Far from endangering her academic future, Feise’s activity on the social networking website may have contributed to her return for a second year of college, according to recent research.
A study of 375 ACU freshmen published recently in the Journal of College Student Retention found students who are more active on Facebook are more likely to return to college after their freshmen year.
A team of researchers – including Dr. Jason Morris, director of the master’s program in higher education at ACU – accessed public information from the Facebook pages of the randomly selected first-semester students enrolled in fall 2006. They analyzed the students’ activities, such as the number of Facebook friends, groups and wall posts throughout the year.
The students who returned to ACU in fall 2007 had 27 more Facebook friends and 59 more wall posts on average than those who left the university. These results support the theory that socially-integrated college students are less likely to drop out than those disconnected from the campus community, Morris said.
The study challenges the idea that social networking websites disengage their users from the people around them, said Dr. Richard Beck, professor of psychology and co-author of the research article.
“This study seems to suggest that we’re using Facebook not to replace relationships, but as a reflection of them,” Beck said.
Facebook users may also form new communities and feel connected to individuals they have never met in person, according to a series of studies performed by Dr. Susan Lewis, associate professor of journalism and mass communication. She presented her findings at the Broadcast Educators Association in April.
Lewis studied how grief is expressed on Facebook, examining those who publicly mourned such tragedies as the shootings at Virginia Tech and Northern Illinois University, as well as the passing of celebrities Heath Ledger and Michael Jackson.
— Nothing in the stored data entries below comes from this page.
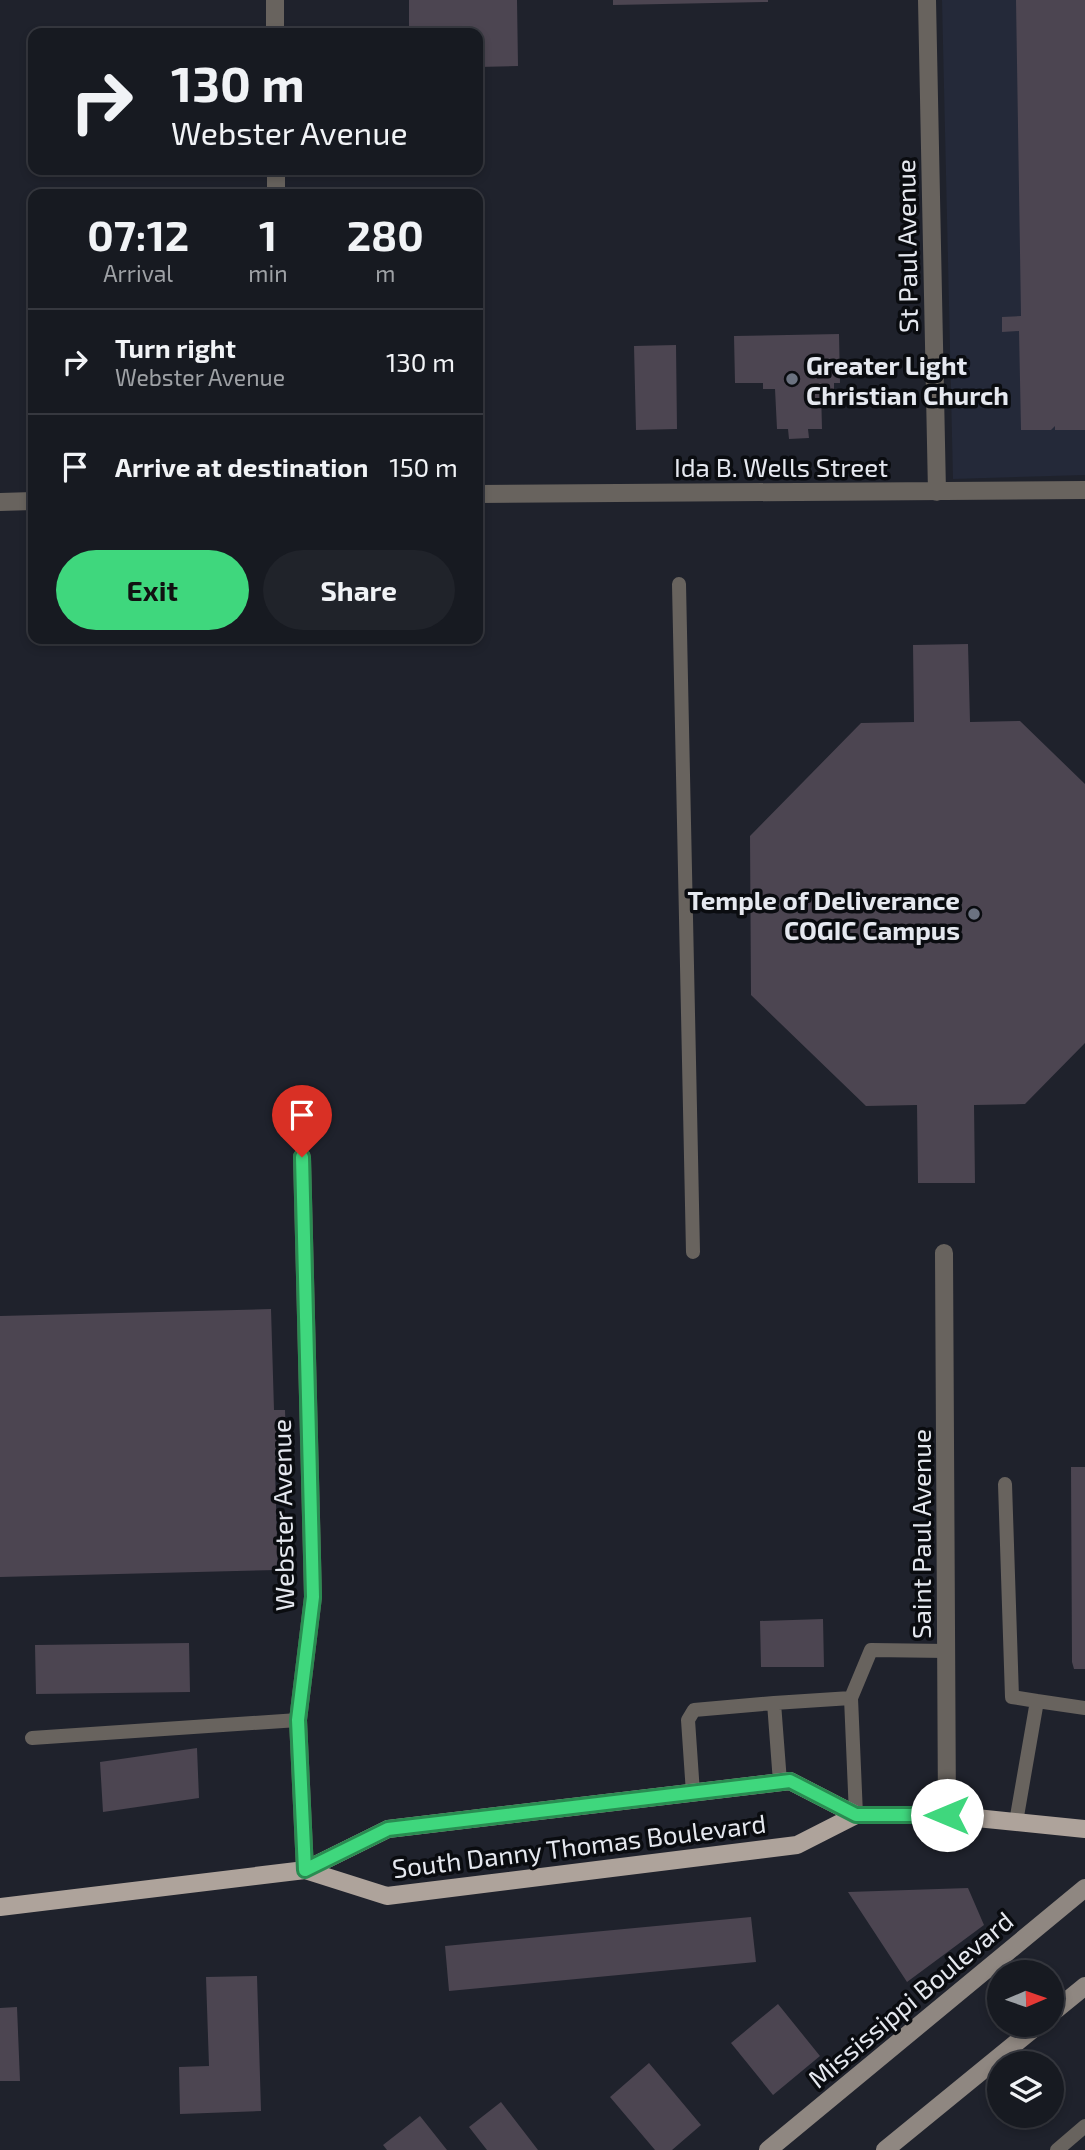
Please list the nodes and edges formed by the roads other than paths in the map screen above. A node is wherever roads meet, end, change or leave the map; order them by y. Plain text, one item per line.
1 (275, 0) edge
2 (927, 0) edge
3 (275, 28) edge
4 (1085, 490) edge
5 (937, 492) junction
6 (483, 494) edge
7 (28, 501) edge
8 (0, 502) edge
9 (678, 584) dead end
10 (302, 1157) dead end
11 (693, 1252) dead end
12 (944, 1253) dead end
13 (1004, 1484) dead end
14 (947, 1651) junction
15 (850, 1698) junction
16 (1037, 1702) junction
17 (774, 1703) junction
18 (1085, 1708) edge
19 (298, 1720) junction
20 (32, 1738) dead end
21 (780, 1782) junction
22 (693, 1793) junction
23 (856, 1815) junction
24 (947, 1815) junction
25 (1016, 1822) junction
26 (1085, 1829) edge
27 (305, 1870) junction
28 (1085, 1888) edge
29 (0, 1907) edge
30 (1085, 1986) edge
31 (1064, 2003) edge
32 (1023, 2037) edge
33 (1085, 2126) edge
34 (769, 2150) edge
35 (885, 2150) edge
36 (1057, 2150) edge

1 - 3 street
2 - 5 street, St Paul Avenue
4 - 5 street, Ida B. Wells Street
5 - 6 street, Ida B. Wells Street
7 - 8 street
9 - 11 lane
10 - 19 street, Webster Avenue
12 - 14 street, Saint Paul Avenue
13 - 16 lane
14 - 15 lane
14 - 24 street, Saint Paul Avenue
15 - 17 lane
15 - 23 lane
16 - 18 lane
16 - 25 lane
17 - 21 lane
17 - 22 lane
19 - 20 lane
19 - 27 street, Webster Avenue
21 - 22 main road, South Danny Thomas Boulevard
21 - 23 main road, South Danny Thomas Boulevard
22 - 27 main road, South Danny Thomas Boulevard
23 - 24 main road, South Danny Thomas Boulevard
23 - 27 main road, South Danny Thomas Boulevard
24 - 25 main road, South Danny Thomas Boulevard
25 - 26 main road, South Danny Thomas Boulevard
27 - 29 main road, South Danny Thomas Boulevard
28 - 34 main road, Mississippi Boulevard
30 - 31 main road
32 - 35 main road
33 - 36 lane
The mourners who did not know the deceased used more intense expressions of grief than would be normal for a face-to face setting, Lewis said. The mourners also formed communities with people they had never met through their shared pain.
While Lewis’ study did not indicate that Facebook activities mirror users’ real lives, it did support the freshmen study’s conclusions that Facebook communities can be just as important to their members as real-world communities.
“We as humans feel deeply connected to our communities online,” Lewis said. “Whether they are an enhancement of face-to-face communities or a way to meet new people with common interests, they are real, and we feel them.”
Feise said that while Facebook can be used as a substitute for face-to-face friendships, she believes it can help people build relationship relationships in the real world through its non-threatening format.
“It can help you plan activities you are going to do throughout the day, for example, ‘where are we going to sit in Chapel?'” Feise said.